Comment savoir si mon établissement relève du champ visé par l’arrêté ?
Le rattachement dépend de l’activité principale réellement exercée, appréciée concrètement, et non du seul code APE. Le champ des avenants agricoles est souvent départemental ou régional : un établissement multi-sites peut relever de plusieurs conventions distinctes.
Qui est compétent pour étendre un avenant salarial en agriculture ?
La ministre de l’agriculture, en accord avec le ministre du travail, conformément à l’article R. 2231-1 du Code du travail qui transfère aux professions agricoles les attributions normalement dévolues au ministre chargé du travail.

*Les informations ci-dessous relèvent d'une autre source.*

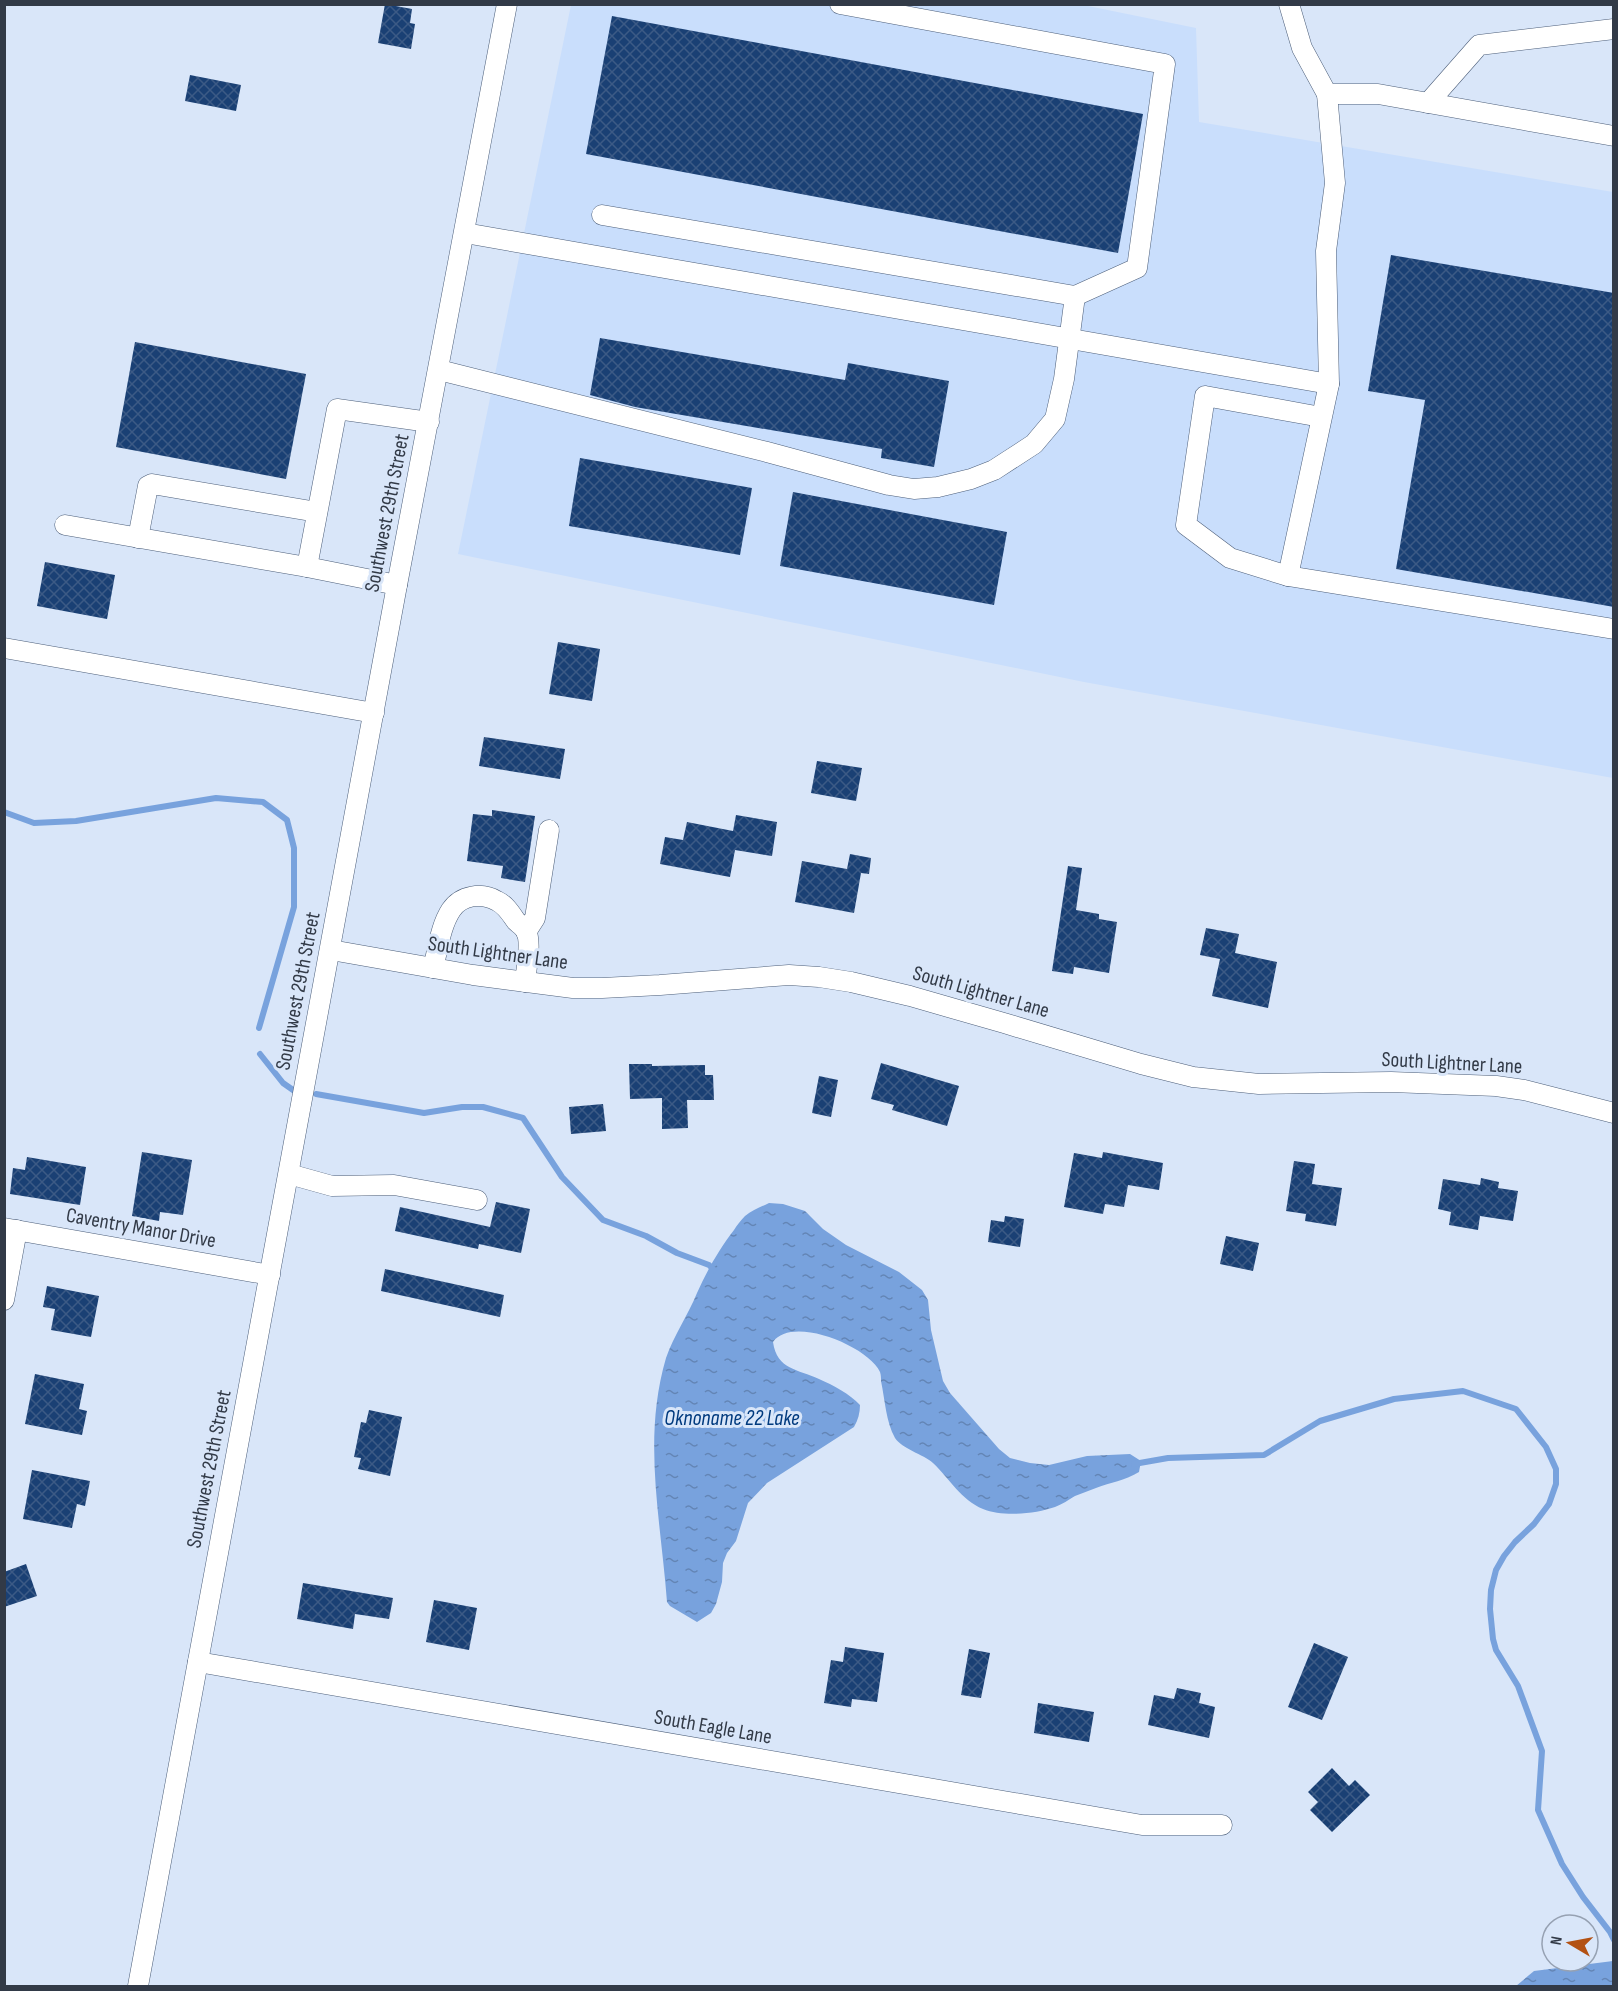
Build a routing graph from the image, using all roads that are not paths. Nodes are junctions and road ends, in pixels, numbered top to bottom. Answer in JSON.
{"nodes":[{"id":1,"x":507,"y":4,"type":"edge"},
{"id":2,"x":840,"y":4,"type":"edge"},
{"id":3,"x":1289,"y":4,"type":"edge"},
{"id":4,"x":1614,"y":29,"type":"edge"},
{"id":5,"x":1327,"y":94,"type":"junction"},
{"id":6,"x":1428,"y":103,"type":"junction"},
{"id":7,"x":1614,"y":136,"type":"edge"},
{"id":8,"x":602,"y":215,"type":"dead end"},
{"id":9,"x":465,"y":233,"type":"junction"},
{"id":10,"x":1075,"y":296,"type":"junction"},
{"id":11,"x":1070,"y":339,"type":"junction"},
{"id":12,"x":439,"y":370,"type":"junction"},
{"id":13,"x":1329,"y":384,"type":"junction"},
{"id":14,"x":1321,"y":417,"type":"junction"},
{"id":15,"x":429,"y":422,"type":"junction"},
{"id":16,"x":317,"y":512,"type":"junction"},
{"id":17,"x":65,"y":525,"type":"dead end"},
{"id":18,"x":138,"y":538,"type":"junction"},
{"id":19,"x":307,"y":567,"type":"junction"},
{"id":20,"x":1288,"y":576,"type":"junction"},
{"id":21,"x":397,"y":585,"type":"junction"},
{"id":22,"x":1614,"y":629,"type":"edge"},
{"id":23,"x":4,"y":648,"type":"edge"},
{"id":24,"x":374,"y":713,"type":"junction"},
{"id":25,"x":549,"y":830,"type":"dead end"},
{"id":26,"x":526,"y":932,"type":"junction"},
{"id":27,"x":331,"y":950,"type":"junction"},
{"id":28,"x":433,"y":968,"type":"junction"},
{"id":29,"x":525,"y":982,"type":"junction"},
{"id":30,"x":1614,"y":1113,"type":"edge"},
{"id":31,"x":289,"y":1173,"type":"junction"},
{"id":32,"x":477,"y":1200,"type":"dead end"},
{"id":33,"x":11,"y":1229,"type":"edge"},
{"id":34,"x":270,"y":1275,"type":"junction"},
{"id":35,"x":4,"y":1300,"type":"edge"},
{"id":36,"x":198,"y":1662,"type":"junction"},
{"id":37,"x":1222,"y":1825,"type":"dead end"},
{"id":38,"x":138,"y":1986,"type":"edge"}],
"edges":[{"from":1,"to":9,"type":"street","name":"Southwest 29th Street"},
{"from":2,"to":10,"type":"street"},
{"from":3,"to":5,"type":"street"},
{"from":4,"to":6,"type":"street"},
{"from":5,"to":6,"type":"street"},
{"from":5,"to":13,"type":"street"},
{"from":6,"to":7,"type":"street"},
{"from":8,"to":10,"type":"street"},
{"from":9,"to":11,"type":"street"},
{"from":9,"to":12,"type":"street","name":"Southwest 29th Street"},
{"from":10,"to":11,"type":"street"},
{"from":11,"to":12,"type":"street"},
{"from":11,"to":13,"type":"street"},
{"from":12,"to":15,"type":"street","name":"Southwest 29th Street"},
{"from":13,"to":14,"type":"street"},
{"from":14,"to":20,"type":"street"},
{"from":14,"to":20,"type":"street"},
{"from":15,"to":16,"type":"street"},
{"from":15,"to":21,"type":"street","name":"Southwest 29th Street"},
{"from":16,"to":18,"type":"street"},
{"from":16,"to":19,"type":"street"},
{"from":17,"to":18,"type":"street"},
{"from":18,"to":19,"type":"street"},
{"from":19,"to":21,"type":"street"},
{"from":20,"to":22,"type":"street"},
{"from":21,"to":24,"type":"street","name":"Southwest 29th Street"},
{"from":23,"to":24,"type":"street"},
{"from":24,"to":27,"type":"street","name":"Southwest 29th Street"},
{"from":25,"to":26,"type":"street"},
{"from":26,"to":28,"type":"street"},
{"from":26,"to":29,"type":"street"},
{"from":27,"to":28,"type":"street","name":"South Lightner Lane"},
{"from":27,"to":31,"type":"street","name":"Southwest 29th Street"},
{"from":28,"to":29,"type":"street","name":"South Lightner Lane"},
{"from":29,"to":30,"type":"street","name":"South Lightner Lane"},
{"from":31,"to":32,"type":"street"},
{"from":31,"to":34,"type":"street","name":"Southwest 29th Street"},
{"from":33,"to":34,"type":"street","name":"Caventry Manor Drive"},
{"from":33,"to":35,"type":"street"},
{"from":34,"to":36,"type":"street","name":"Southwest 29th Street"},
{"from":36,"to":37,"type":"street","name":"South Eagle Lane"},
{"from":36,"to":38,"type":"street","name":"Southwest 29th Street"}]}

L’extension modifie-t-elle le contenu de l’avenant négocié ?
Non. L’extension ne change ni le montant des revalorisations ni leurs dates d’effet internes : elle étend seulement le champ d’application des stipulations « aux conditions prévues par lesdits avenants ». Le contenu reste celui négocié par les partenaires sociaux.
Quelle preuve produire en cas de contentieux sur l’application de la grille étendue ?
La charge de la preuve pèse sur l’employeur. Il doit produire les bulletins de paie, un tableau comparatif daté minima conventionnels/SMIC, et la justification du champ conventionnel retenu. L’absence de traçabilité fragilise sa position devant le conseil de prud’hommes.